Task:
Please return all lines of the data below containing the string "Huaico".

(Stored items)

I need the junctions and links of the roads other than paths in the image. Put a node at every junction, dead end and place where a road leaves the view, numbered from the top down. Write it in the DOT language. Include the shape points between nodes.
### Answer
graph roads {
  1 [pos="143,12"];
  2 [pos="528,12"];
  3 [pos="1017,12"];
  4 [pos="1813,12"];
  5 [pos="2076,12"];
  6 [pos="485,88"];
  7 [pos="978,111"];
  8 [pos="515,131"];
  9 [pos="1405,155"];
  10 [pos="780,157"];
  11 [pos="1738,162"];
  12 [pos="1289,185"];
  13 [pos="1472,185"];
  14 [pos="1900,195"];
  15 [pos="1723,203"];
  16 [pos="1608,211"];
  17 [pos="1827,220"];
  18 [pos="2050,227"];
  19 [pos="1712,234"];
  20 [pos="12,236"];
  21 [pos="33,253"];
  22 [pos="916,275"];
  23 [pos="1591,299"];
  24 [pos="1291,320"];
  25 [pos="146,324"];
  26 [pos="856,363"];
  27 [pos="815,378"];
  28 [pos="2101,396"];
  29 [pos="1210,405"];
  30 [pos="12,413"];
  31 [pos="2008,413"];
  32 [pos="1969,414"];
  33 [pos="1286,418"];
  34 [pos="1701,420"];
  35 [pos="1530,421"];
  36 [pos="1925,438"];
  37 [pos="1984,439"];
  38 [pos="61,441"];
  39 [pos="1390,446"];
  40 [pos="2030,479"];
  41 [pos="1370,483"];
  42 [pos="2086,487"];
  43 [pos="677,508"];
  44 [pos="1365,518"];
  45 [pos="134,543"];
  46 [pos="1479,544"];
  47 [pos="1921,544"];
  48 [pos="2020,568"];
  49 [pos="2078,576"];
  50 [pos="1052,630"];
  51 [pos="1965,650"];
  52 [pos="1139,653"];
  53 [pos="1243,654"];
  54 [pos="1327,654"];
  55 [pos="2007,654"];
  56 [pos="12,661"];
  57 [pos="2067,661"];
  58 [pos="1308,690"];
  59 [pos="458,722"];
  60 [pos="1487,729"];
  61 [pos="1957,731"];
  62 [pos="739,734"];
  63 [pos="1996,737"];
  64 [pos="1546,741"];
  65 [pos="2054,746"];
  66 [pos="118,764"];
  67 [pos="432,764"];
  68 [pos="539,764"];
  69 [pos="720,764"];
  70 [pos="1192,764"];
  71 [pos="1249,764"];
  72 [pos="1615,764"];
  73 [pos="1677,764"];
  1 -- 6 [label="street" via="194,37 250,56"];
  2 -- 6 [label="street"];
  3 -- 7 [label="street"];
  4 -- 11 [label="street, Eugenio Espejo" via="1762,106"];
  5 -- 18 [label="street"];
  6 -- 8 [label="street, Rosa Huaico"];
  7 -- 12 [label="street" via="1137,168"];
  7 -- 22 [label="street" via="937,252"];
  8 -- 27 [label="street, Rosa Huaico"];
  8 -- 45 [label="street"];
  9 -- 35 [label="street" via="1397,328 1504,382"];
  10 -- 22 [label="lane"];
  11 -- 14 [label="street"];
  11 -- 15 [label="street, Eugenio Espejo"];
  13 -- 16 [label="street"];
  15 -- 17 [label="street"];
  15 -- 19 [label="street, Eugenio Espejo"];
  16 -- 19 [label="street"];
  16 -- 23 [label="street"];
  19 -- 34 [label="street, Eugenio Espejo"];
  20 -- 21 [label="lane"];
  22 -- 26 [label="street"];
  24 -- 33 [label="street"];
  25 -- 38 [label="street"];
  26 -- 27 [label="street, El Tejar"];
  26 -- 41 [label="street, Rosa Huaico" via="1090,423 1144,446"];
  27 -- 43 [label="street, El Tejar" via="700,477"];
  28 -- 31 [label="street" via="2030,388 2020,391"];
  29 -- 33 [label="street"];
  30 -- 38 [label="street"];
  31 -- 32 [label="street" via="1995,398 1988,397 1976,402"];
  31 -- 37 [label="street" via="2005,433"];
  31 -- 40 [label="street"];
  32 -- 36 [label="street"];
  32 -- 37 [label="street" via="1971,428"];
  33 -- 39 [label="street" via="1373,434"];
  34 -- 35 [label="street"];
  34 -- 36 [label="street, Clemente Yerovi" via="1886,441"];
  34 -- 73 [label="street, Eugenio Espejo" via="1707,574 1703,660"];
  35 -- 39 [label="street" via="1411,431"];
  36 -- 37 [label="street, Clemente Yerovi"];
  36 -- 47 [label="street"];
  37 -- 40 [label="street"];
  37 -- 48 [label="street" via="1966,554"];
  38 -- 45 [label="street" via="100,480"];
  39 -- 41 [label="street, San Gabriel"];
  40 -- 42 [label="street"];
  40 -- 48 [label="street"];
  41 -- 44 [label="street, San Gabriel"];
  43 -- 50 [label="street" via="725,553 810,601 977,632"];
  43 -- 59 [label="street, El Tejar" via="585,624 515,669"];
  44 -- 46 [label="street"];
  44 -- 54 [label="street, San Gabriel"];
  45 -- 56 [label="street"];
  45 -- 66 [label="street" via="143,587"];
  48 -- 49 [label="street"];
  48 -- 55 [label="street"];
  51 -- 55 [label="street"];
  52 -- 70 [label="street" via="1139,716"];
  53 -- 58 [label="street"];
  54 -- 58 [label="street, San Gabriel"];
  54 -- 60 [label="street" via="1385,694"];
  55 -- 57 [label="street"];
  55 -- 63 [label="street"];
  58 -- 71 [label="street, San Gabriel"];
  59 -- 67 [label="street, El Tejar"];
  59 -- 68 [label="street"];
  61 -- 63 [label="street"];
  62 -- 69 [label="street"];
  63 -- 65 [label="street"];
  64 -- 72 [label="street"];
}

Written response:
  6 -- 8 [label="street, Rosa Huaico"];
  8 -- 27 [label="street, Rosa Huaico"];
  26 -- 41 [label="street, Rosa Huaico" via="1090,423 1144,446"];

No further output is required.